I suspect that the online back-and-forth led Mizuno to issue this statement posted on their website, wherein the company elected not to take an official corporate position. And I’m okay with that.
Mizuno is a shoe and apparel manufacturer. Not a PAC, not a political think tank, not an issues-based advocacy group. Further, it’s made up of many individuals, not just company president Puccini. Dare I say that the individuals employed by Mizuno all have their own individual viewpoints, and importantly, they all get to do their own thing when they step in the ballot box. So, I don’t mind if there is no “official corporate position” issued as to Wendy Davis and her politics.
With all due respect to Mizuno, I don’t look to it or any brand for my political education or guidance. And I don’t think that Mizuno expects me to.
I’m not saying that commercial brands don’t have an obligation to be politically and socially aware as to the world around them. Payment of fair wages to workers, employee safety in manufacturing settings, compliance with environmental regulations as to factory output of smoke/smog/chemicals, the extent of animal testing — all of these are complex issues directly related to how a given company’s product is developed, produced, priced and put on a shelf for sale to you. You can and should educate yourself as to which brands put into practice the specific corporate ideals you consider important as a consumer. Then, when you have a need for one of the products they offer, support those brands with your patronage.
But when we buy (or urge others to buy) MWRs for no other reason but to serve as a talisman in support of Wendy Davis’s views on the issue of abortion (or flipped on its head, we refuse to buy a shoe we otherwise would have bought because we discover that the company’s president supports a different political party than we do), aren’t we missing the point?

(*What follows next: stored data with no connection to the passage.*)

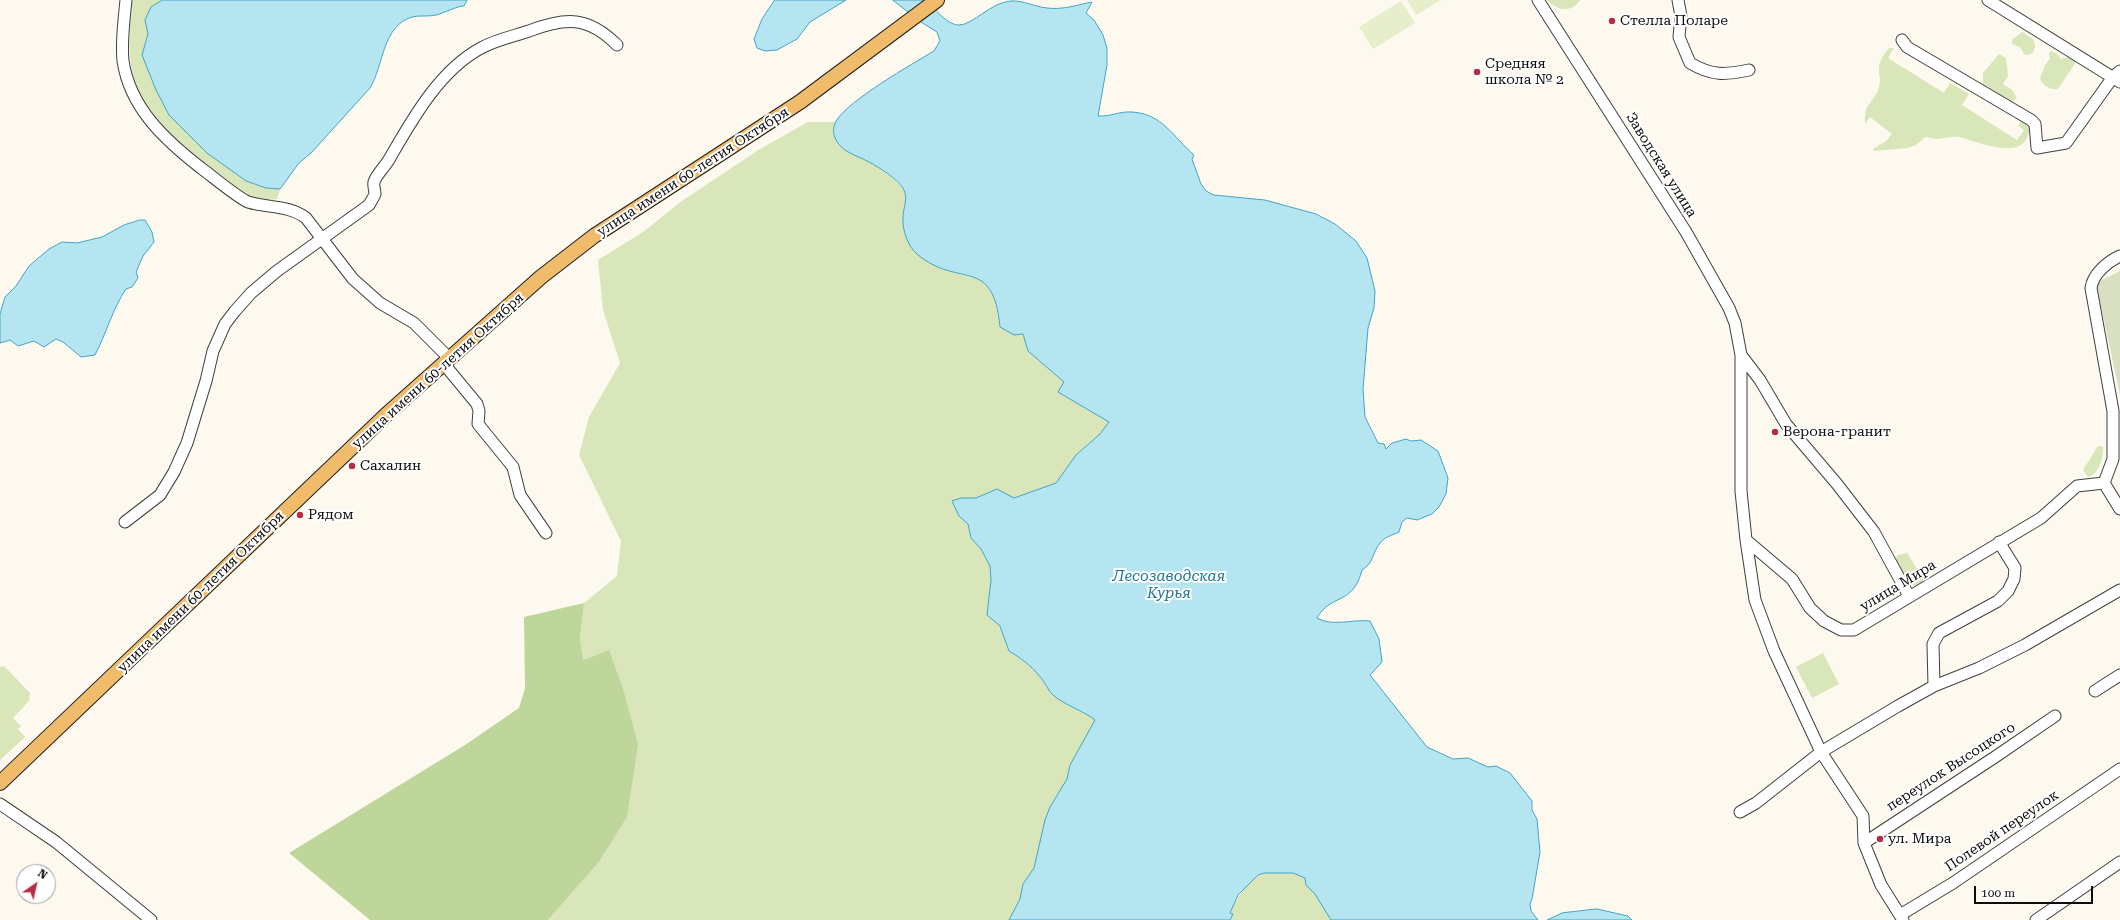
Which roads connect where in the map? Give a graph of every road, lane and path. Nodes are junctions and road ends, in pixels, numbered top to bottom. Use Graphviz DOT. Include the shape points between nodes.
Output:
graph roads {
  1 [pos="126,0"];
  2 [pos="937,0"];
  3 [pos="1538,0"];
  4 [pos="1678,0"];
  5 [pos="1988,0"];
  6 [pos="1902,40"];
  7 [pos="617,45"];
  8 [pos="1749,70"];
  9 [pos="2118,77"];
  10 [pos="322,239"];
  11 [pos="2120,256"];
  12 [pos="1741,355"];
  13 [pos="447,361"];
  14 [pos="2104,483"];
  15 [pos="2120,509"];
  16 [pos="125,522"];
  17 [pos="546,533"];
  18 [pos="1746,540"];
  19 [pos="1999,542"];
  20 [pos="2120,590"];
  21 [pos="1909,596"];
  22 [pos="2120,675"];
  23 [pos="1934,686"];
  24 [pos="2095,691"];
  25 [pos="2055,716"];
  26 [pos="1821,752"];
  27 [pos="2120,769"];
  28 [pos="0,783"];
  29 [pos="0,804"];
  30 [pos="1740,812"];
  31 [pos="1863,816"];
  32 [pos="1876,834"];
  33 [pos="1864,843"];
  34 [pos="2120,862"];
  35 [pos="1902,917"];
  36 [pos="151,920"];
  37 [pos="2036,920"];
  1 -- 10 [label="street" via="123,60 128,83 138,105 167,139 205,171 247,201 297,211 306,218"];
  2 -- 13 [label="main road, улица имени 60-летия Октября" via="800,102 594,236 541,277"];
  3 -- 12 [label="street, Заводская улица" via="1704,262 1735,323"];
  4 -- 8 [label="street" via="1681,16 1679,37 1690,63 1715,74"];
  5 -- 9 [label="street"];
  6 -- 9 [label="street" via="1907,47 2031,120 2035,124 2037,148 2066,143"];
  7 -- 10 [label="street" via="603,31 584,22 566,22 542,26 481,48 462,61 430,94 374,182 374,194 369,204"];
  10 -- 13 [label="street" via="353,279 380,303 414,323"];
  10 -- 16 [label="street" via="251,293 225,324 213,351 187,443 174,472 160,495"];
  11 -- 14 [label="street" via="2112,260 2092,280 2091,288 2113,410 2113,459"];
  12 -- 18 [label="street" via="1741,492"];
  12 -- 21 [label="street" via="1760,380 1786,424 1874,532"];
  13 -- 17 [label="street" via="477,404 478,424 513,467 520,495"];
  13 -- 28 [label="main road, улица имени 60-летия Октября" via="386,415"];
  14 -- 15 [label="street"];
  14 -- 19 [label="street, улица Мира" via="2078,486 2041,518"];
  18 -- 21 [label="street, улица Мира" via="1792,579 1810,608 1824,621 1841,630 1854,630"];
  18 -- 26 [label="street" via="1758,607 1774,651"];
  19 -- 21 [label="street, улица Мира"];
  19 -- 23 [label="street" via="2015,568 2014,579 2008,591 1998,601 1939,633 1933,644"];
  20 -- 23 [label="street" via="2025,645 1979,668"];
  22 -- 24 [label="street"];
  23 -- 26 [label="street"];
  25 -- 32 [label="street, переулок Высоцкого"];
  26 -- 30 [label="street" via="1756,803"];
  26 -- 31 [label="street"];
  27 -- 35 [label="street, Полевой переулок"];
  29 -- 36 [label="street" via="56,842"];
  31 -- 32 [label="street"];
  31 -- 33 [label="street"];
  32 -- 33 [label="street, переулок Высоцкого"];
  33 -- 35 [label="street" via="1881,885"];
  34 -- 37 [label="street"];
}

If you are a supporter of choice in reproductive alternatives, give directly to the effort to re-elect Wendy Davis. Better yet, research your own legislators and determine who is the most like-minded on these issues. The reverse is equally true: if pro-life issues are the ones that speak to you politically, you should seek out Wendy’s opponents and support them for election, or those who believe accordingly in your own geographic area. If you don’t have money to donate, consider giving your time or services as a campaign or grass-roots volunteer.
And most importantly, don’t ever make the mistake of believing that your vote for Wendy Davis or those opposed to her doesn’t count. It does.
But either way, focus your efforts where they should be focused. Find where you stand on an issue that matters to you — it may or not be the issue that mattered to Wendy Davis — but don’t focus on a brand that happens to be on the feet of one advancing it.